Each line of the records has to be copied exactly, though the pictures must be left out.

^^^^^^^^^^^^^^^^

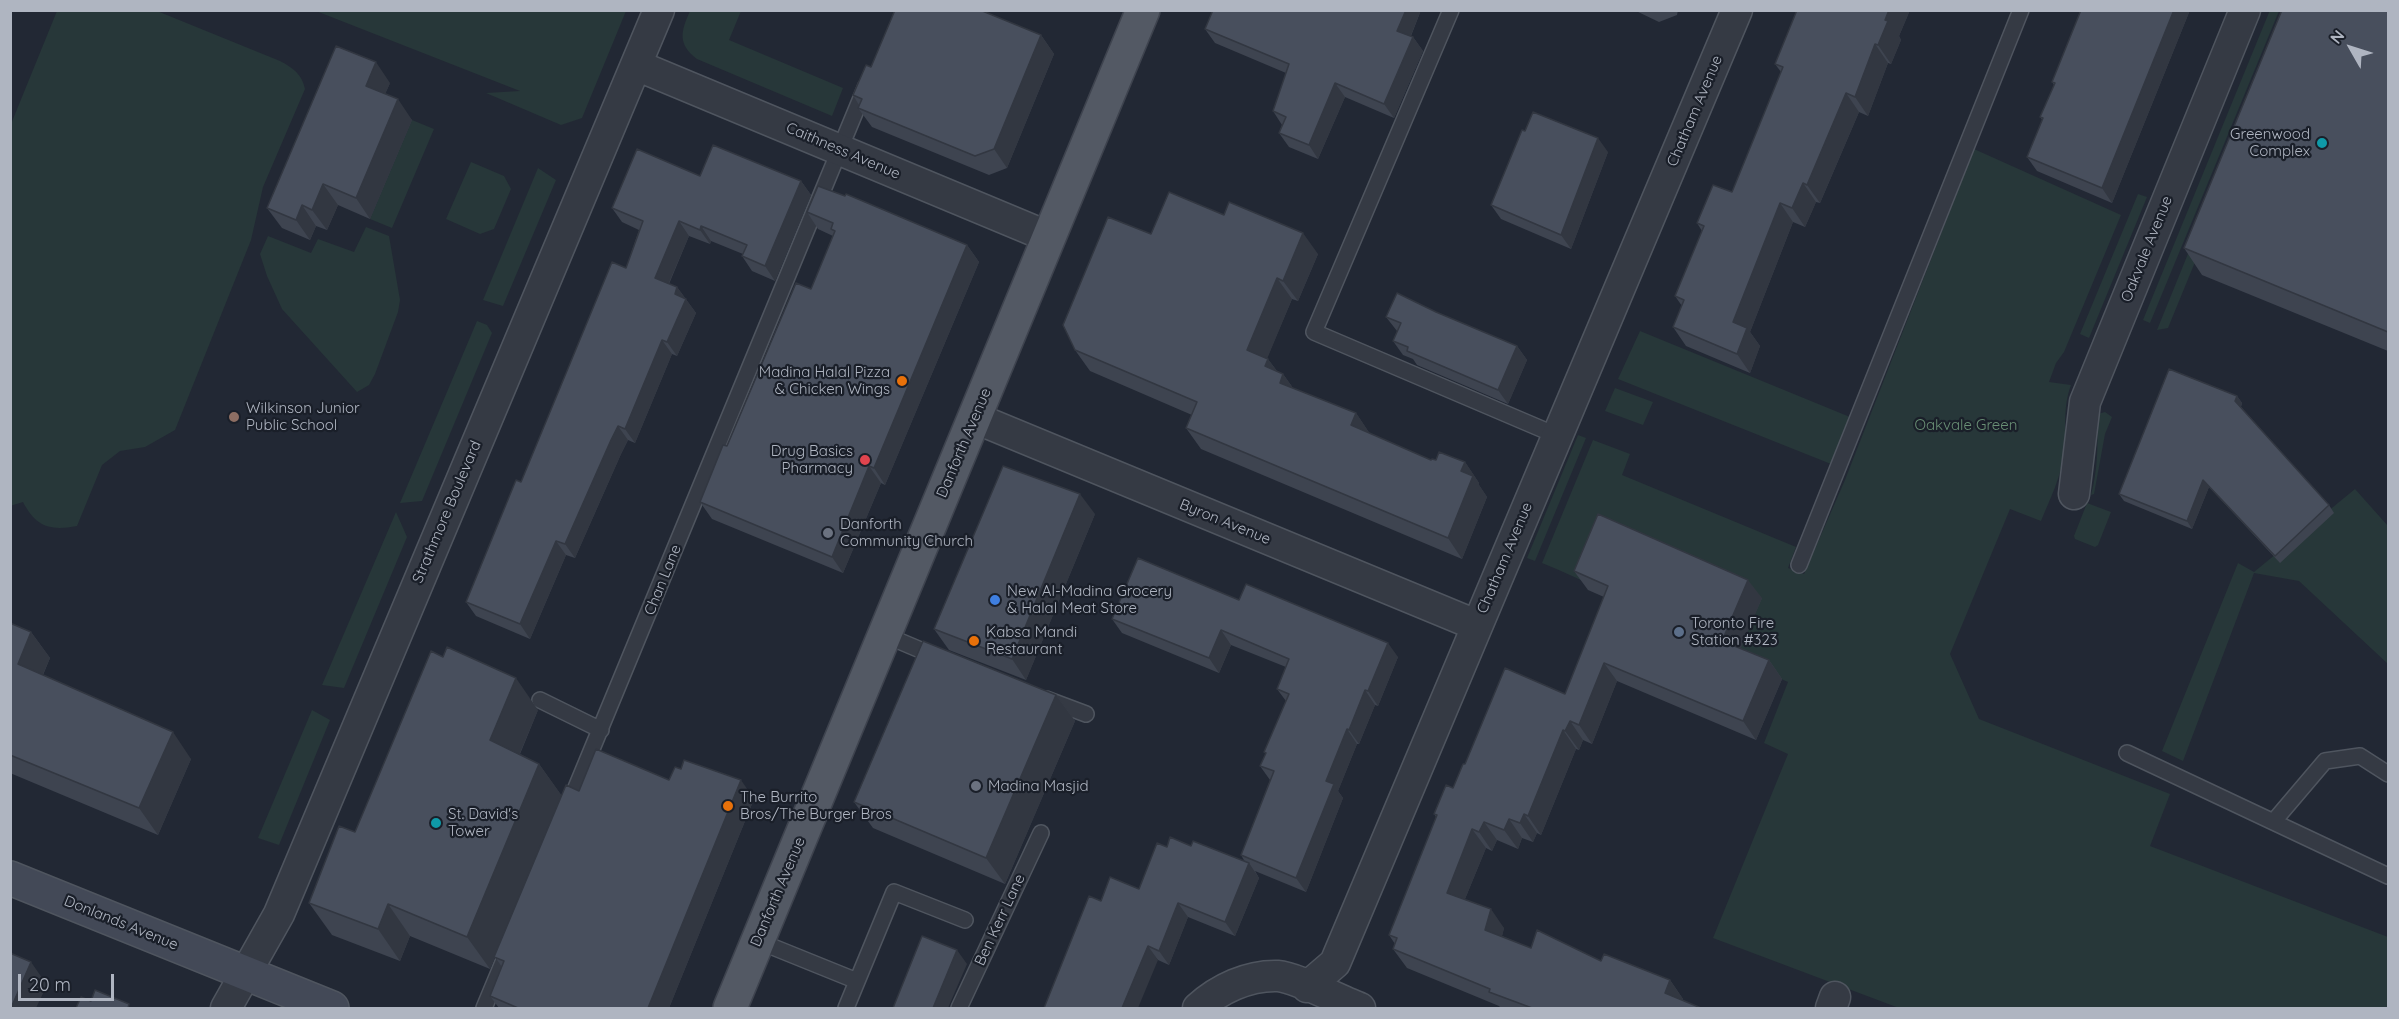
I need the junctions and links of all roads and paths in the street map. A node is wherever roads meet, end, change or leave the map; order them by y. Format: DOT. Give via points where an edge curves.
graph roads {
  1 [pos="659,10"];
  2 [pos="1143,10"];
  3 [pos="1451,10"];
  4 [pos="1737,10"];
  5 [pos="2021,10"];
  6 [pos="2245,10"];
  7 [pos="636,65"];
  8 [pos="872,74"];
  9 [pos="839,150"];
  10 [pos="1050,237"];
  11 [pos="975,418"];
  12 [pos="1557,436"];
  13 [pos="2074,494"];
  14 [pos="1799,565"];
  15 [pos="1476,625"];
  16 [pos="885,635"];
  17 [pos="947,660"];
  18 [pos="1032,693"];
  19 [pos="540,700"];
  20 [pos="1086,714"];
  21 [pos="601,730"];
  22 [pos="2127,753"];
  23 [pos="2388,774"];
  24 [pos="565,816"];
  25 [pos="2274,820"];
  26 [pos="1041,833"];
  27 [pos="2388,876"];
  28 [pos="10,878"];
  29 [pos="965,920"];
  30 [pos="515,934"];
  31 [pos="758,941"];
  32 [pos="244,973"];
  33 [pos="857,981"];
  34 [pos="1307,987"];
  35 [pos="226,1008"];
  36 [pos="332,1008"];
  37 [pos="484,1008"];
  38 [pos="730,1008"];
  39 [pos="846,1008"];
  40 [pos="959,1008"];
  41 [pos="1198,1008"];
  42 [pos="1360,1008"];
  1 -- 7 [label="street, Strathmore Boulevard"];
  2 -- 10 [label="main road, Danforth Avenue"];
  3 -- 12 [label="lane" via="1314,332"];
  4 -- 12 [label="street, Chatham Avenue"];
  5 -- 14 [label="lane"];
  6 -- 13 [label="street, Oakvale Avenue" via="2085,402"];
  7 -- 9 [label="street, Caithness Avenue"];
  7 -- 32 [label="street, Strathmore Boulevard" via="279,914"];
  8 -- 9 [label="lane, Chan Lane"];
  9 -- 10 [label="street, Caithness Avenue"];
  9 -- 21 [label="lane, Chan Lane"];
  10 -- 11 [label="main road, Danforth Avenue"];
  11 -- 15 [label="street, Byron Avenue"];
  11 -- 16 [label="main road, Danforth Avenue"];
  12 -- 15 [label="street, Chatham Avenue"];
  15 -- 34 [label="street, Chatham Avenue" via="1335,963"];
  16 -- 17 [label="lane"];
  16 -- 31 [label="main road, Danforth Avenue"];
  18 -- 20 [label="lane"];
  19 -- 21 [label="lane"];
  21 -- 24 [label="lane, Chan Lane"];
  22 -- 25 [label="lane"];
  23 -- 25 [label="lane" via="2360,756 2325,761"];
  25 -- 27 [label="lane"];
  26 -- 40 [label="lane, Ben Kerr Lane"];
  28 -- 32 [label="street, Donlands Avenue"];
  29 -- 33 [label="lane" via="894,892"];
  30 -- 37 [label="lane"];
  31 -- 33 [label="lane"];
  31 -- 38 [label="main road, Danforth Avenue"];
  32 -- 35 [label="street, Strathmore Boulevard"];
  32 -- 36 [label="street, Donlands Avenue"];
  33 -- 39 [label="lane"];
  34 -- 41 [label="street" via="1280,976 1251,979 1214,994"];
  34 -- 42 [label="street"];
}
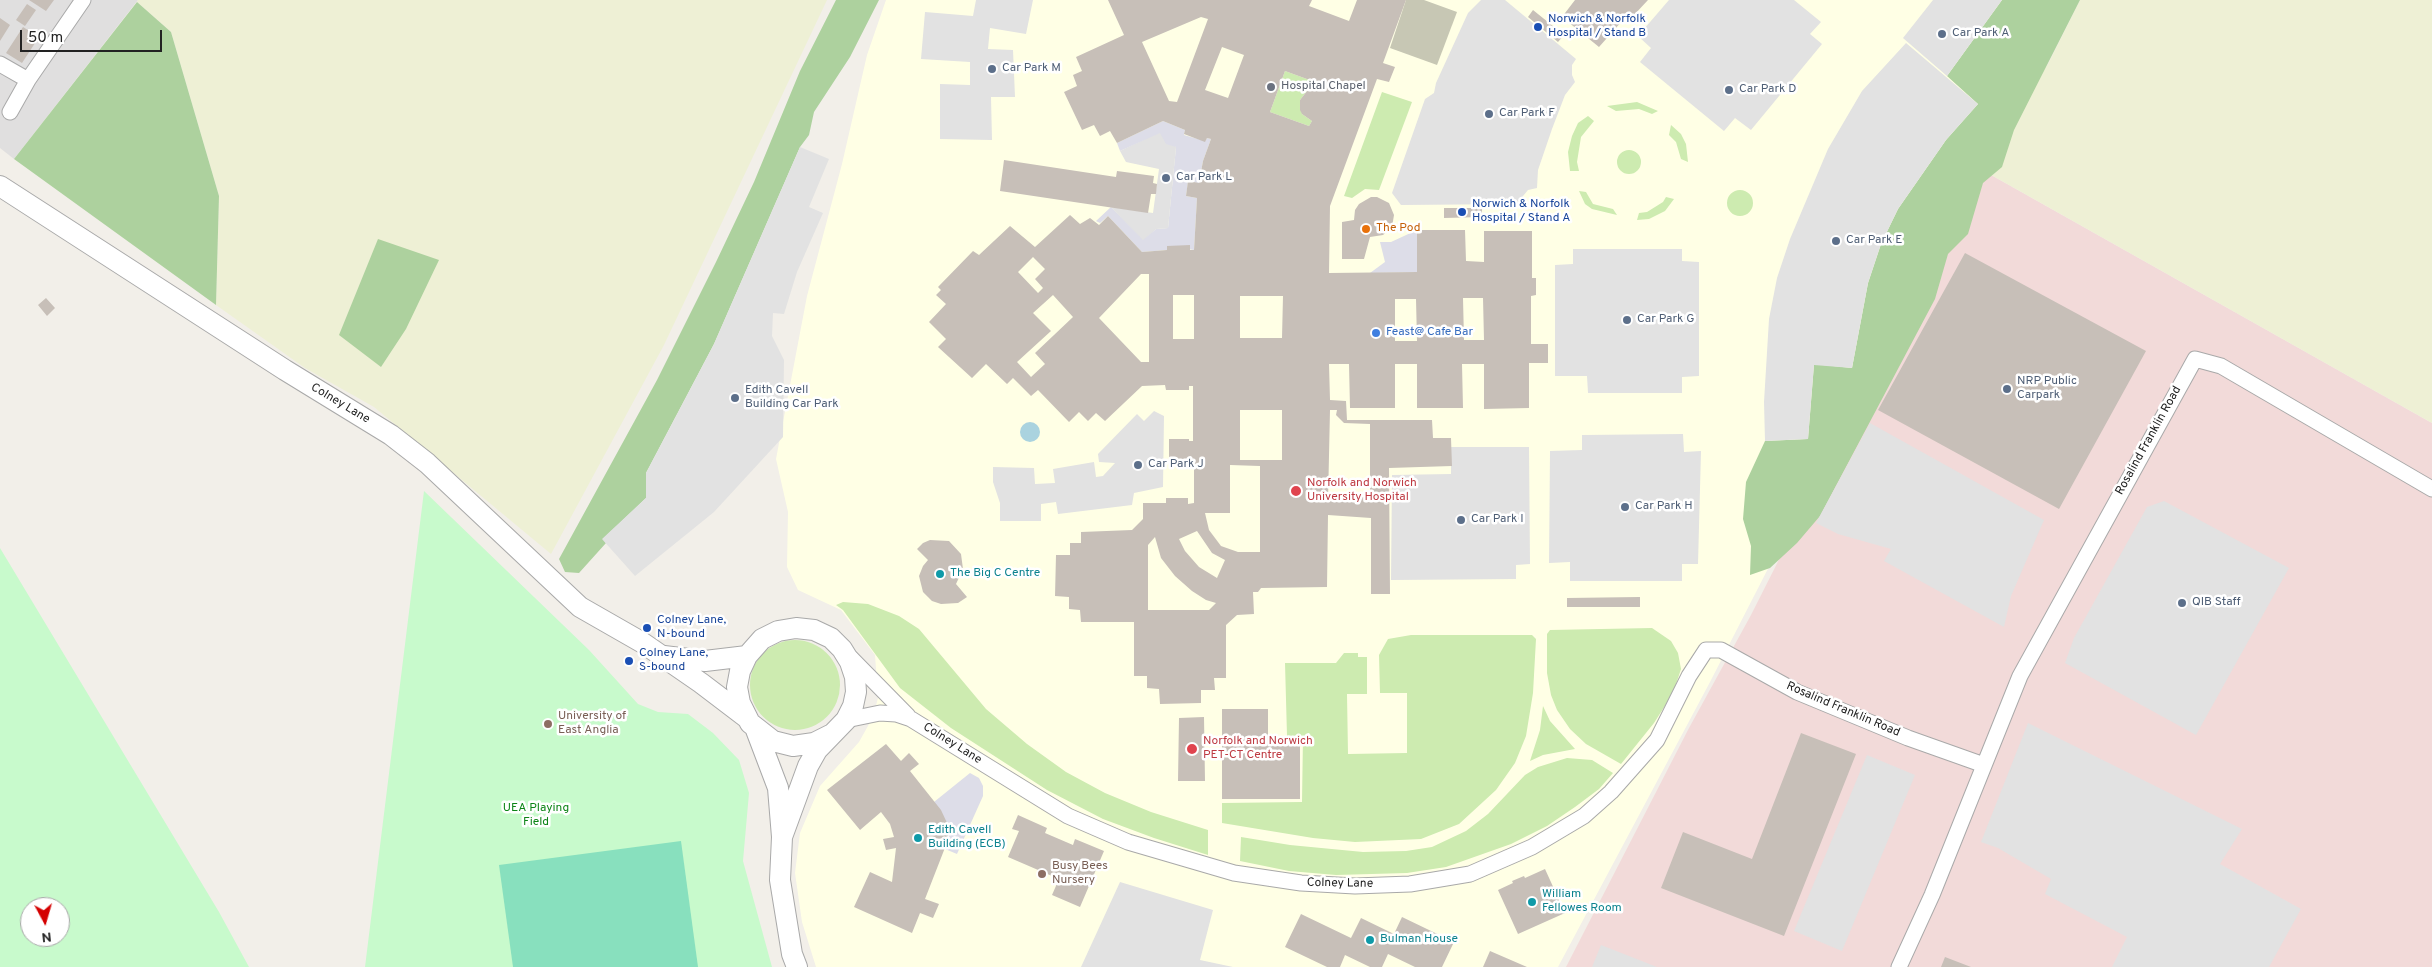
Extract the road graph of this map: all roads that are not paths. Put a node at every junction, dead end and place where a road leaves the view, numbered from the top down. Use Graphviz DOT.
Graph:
graph roads {
  1 [pos="83,0"];
  2 [pos="0,64"];
  3 [pos="28,80"];
  4 [pos="10,112"];
  5 [pos="0,186"];
  6 [pos="2432,489"];
  7 [pos="842,650"];
  8 [pos="1706,650"];
  9 [pos="655,654"];
  10 [pos="747,656"];
  11 [pos="911,719"];
  12 [pos="846,720"];
  13 [pos="752,724"];
  14 [pos="832,734"];
  15 [pos="1984,766"];
  16 [pos="782,837"];
  17 [pos="797,967"];
  18 [pos="1899,967"];
  1 -- 3 [label="street"];
  2 -- 3 [label="street"];
  3 -- 4 [label="street"];
  5 -- 9 [label="street, Colney Lane"];
  6 -- 15 [label="street, Rosalind Franklin Road"];
  7 -- 10 [label="street, Colney Lane"];
  7 -- 11 [label="street, Colney Lane"];
  7 -- 12 [label="street, Colney Lane"];
  8 -- 11 [label="street, Colney Lane"];
  8 -- 15 [label="street, Rosalind Franklin Road"];
  9 -- 10 [label="street, Colney Lane"];
  9 -- 13 [label="street, Colney Lane"];
  10 -- 13 [label="street, Colney Lane"];
  11 -- 12 [label="street, Colney Lane"];
  12 -- 14 [label="street, Colney Lane"];
  13 -- 14 [label="street, Colney Lane"];
  13 -- 16 [label="street, Colney Lane"];
  14 -- 16 [label="street, Colney Lane"];
  15 -- 18 [label="street, Rosalind Franklin Road"];
  16 -- 17 [label="street, Colney Lane"];
}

^^^^^^^^^^^^^^^^

- **REPLY TO THE EXERCISE**:
I need the junctions and links of all roads and paths in the street map. A node is wherever roads meet, end, change or leave the map; order them by y. Format: DOT. Give via points where an edge curves.
graph roads {
  1 [pos="659,10"];
  2 [pos="1143,10"];
  3 [pos="1451,10"];
  4 [pos="1737,10"];
  5 [pos="2021,10"];
  6 [pos="2245,10"];
  7 [pos="636,65"];
  8 [pos="872,74"];
  9 [pos="839,150"];
  10 [pos="1050,237"];
  11 [pos="975,418"];
  12 [pos="1557,436"];
  13 [pos="2074,494"];
  14 [pos="1799,565"];
  15 [pos="1476,625"];
  16 [pos="885,635"];
  17 [pos="947,660"];
  18 [pos="1032,693"];
  19 [pos="540,700"];
  20 [pos="1086,714"];
  21 [pos="601,730"];
  22 [pos="2127,753"];
  23 [pos="2388,774"];
  24 [pos="565,816"];
  25 [pos="2274,820"];
  26 [pos="1041,833"];
  27 [pos="2388,876"];
  28 [pos="10,878"];
  29 [pos="965,920"];
  30 [pos="515,934"];
  31 [pos="758,941"];
  32 [pos="244,973"];
  33 [pos="857,981"];
  34 [pos="1307,987"];
  35 [pos="226,1008"];
  36 [pos="332,1008"];
  37 [pos="484,1008"];
  38 [pos="730,1008"];
  39 [pos="846,1008"];
  40 [pos="959,1008"];
  41 [pos="1198,1008"];
  42 [pos="1360,1008"];
  1 -- 7 [label="street, Strathmore Boulevard"];
  2 -- 10 [label="main road, Danforth Avenue"];
  3 -- 12 [label="lane" via="1314,332"];
  4 -- 12 [label="street, Chatham Avenue"];
  5 -- 14 [label="lane"];
  6 -- 13 [label="street, Oakvale Avenue" via="2085,402"];
  7 -- 9 [label="street, Caithness Avenue"];
  7 -- 32 [label="street, Strathmore Boulevard" via="279,914"];
  8 -- 9 [label="lane, Chan Lane"];
  9 -- 10 [label="street, Caithness Avenue"];
  9 -- 21 [label="lane, Chan Lane"];
  10 -- 11 [label="main road, Danforth Avenue"];
  11 -- 15 [label="street, Byron Avenue"];
  11 -- 16 [label="main road, Danforth Avenue"];
  12 -- 15 [label="street, Chatham Avenue"];
  15 -- 34 [label="street, Chatham Avenue" via="1335,963"];
  16 -- 17 [label="lane"];
  16 -- 31 [label="main road, Danforth Avenue"];
  18 -- 20 [label="lane"];
  19 -- 21 [label="lane"];
  21 -- 24 [label="lane, Chan Lane"];
  22 -- 25 [label="lane"];
  23 -- 25 [label="lane" via="2360,756 2325,761"];
  25 -- 27 [label="lane"];
  26 -- 40 [label="lane, Ben Kerr Lane"];
  28 -- 32 [label="street, Donlands Avenue"];
  29 -- 33 [label="lane" via="894,892"];
  30 -- 37 [label="lane"];
  31 -- 33 [label="lane"];
  31 -- 38 [label="main road, Danforth Avenue"];
  32 -- 35 [label="street, Strathmore Boulevard"];
  32 -- 36 [label="street, Donlands Avenue"];
  33 -- 39 [label="lane"];
  34 -- 41 [label="street" via="1280,976 1251,979 1214,994"];
  34 -- 42 [label="street"];
}
Extract the road graph of this map: all roads that are not paths. Put a node at every junction, dead end and place where a road leaves the view, numbered from the top down. Use Graphviz DOT.
Graph:
graph roads {
  1 [pos="83,0"];
  2 [pos="0,64"];
  3 [pos="28,80"];
  4 [pos="10,112"];
  5 [pos="0,186"];
  6 [pos="2432,489"];
  7 [pos="842,650"];
  8 [pos="1706,650"];
  9 [pos="655,654"];
  10 [pos="747,656"];
  11 [pos="911,719"];
  12 [pos="846,720"];
  13 [pos="752,724"];
  14 [pos="832,734"];
  15 [pos="1984,766"];
  16 [pos="782,837"];
  17 [pos="797,967"];
  18 [pos="1899,967"];
  1 -- 3 [label="street"];
  2 -- 3 [label="street"];
  3 -- 4 [label="street"];
  5 -- 9 [label="street, Colney Lane"];
  6 -- 15 [label="street, Rosalind Franklin Road"];
  7 -- 10 [label="street, Colney Lane"];
  7 -- 11 [label="street, Colney Lane"];
  7 -- 12 [label="street, Colney Lane"];
  8 -- 11 [label="street, Colney Lane"];
  8 -- 15 [label="street, Rosalind Franklin Road"];
  9 -- 10 [label="street, Colney Lane"];
  9 -- 13 [label="street, Colney Lane"];
  10 -- 13 [label="street, Colney Lane"];
  11 -- 12 [label="street, Colney Lane"];
  12 -- 14 [label="street, Colney Lane"];
  13 -- 14 [label="street, Colney Lane"];
  13 -- 16 [label="street, Colney Lane"];
  14 -- 16 [label="street, Colney Lane"];
  15 -- 18 [label="street, Rosalind Franklin Road"];
  16 -- 17 [label="street, Colney Lane"];
}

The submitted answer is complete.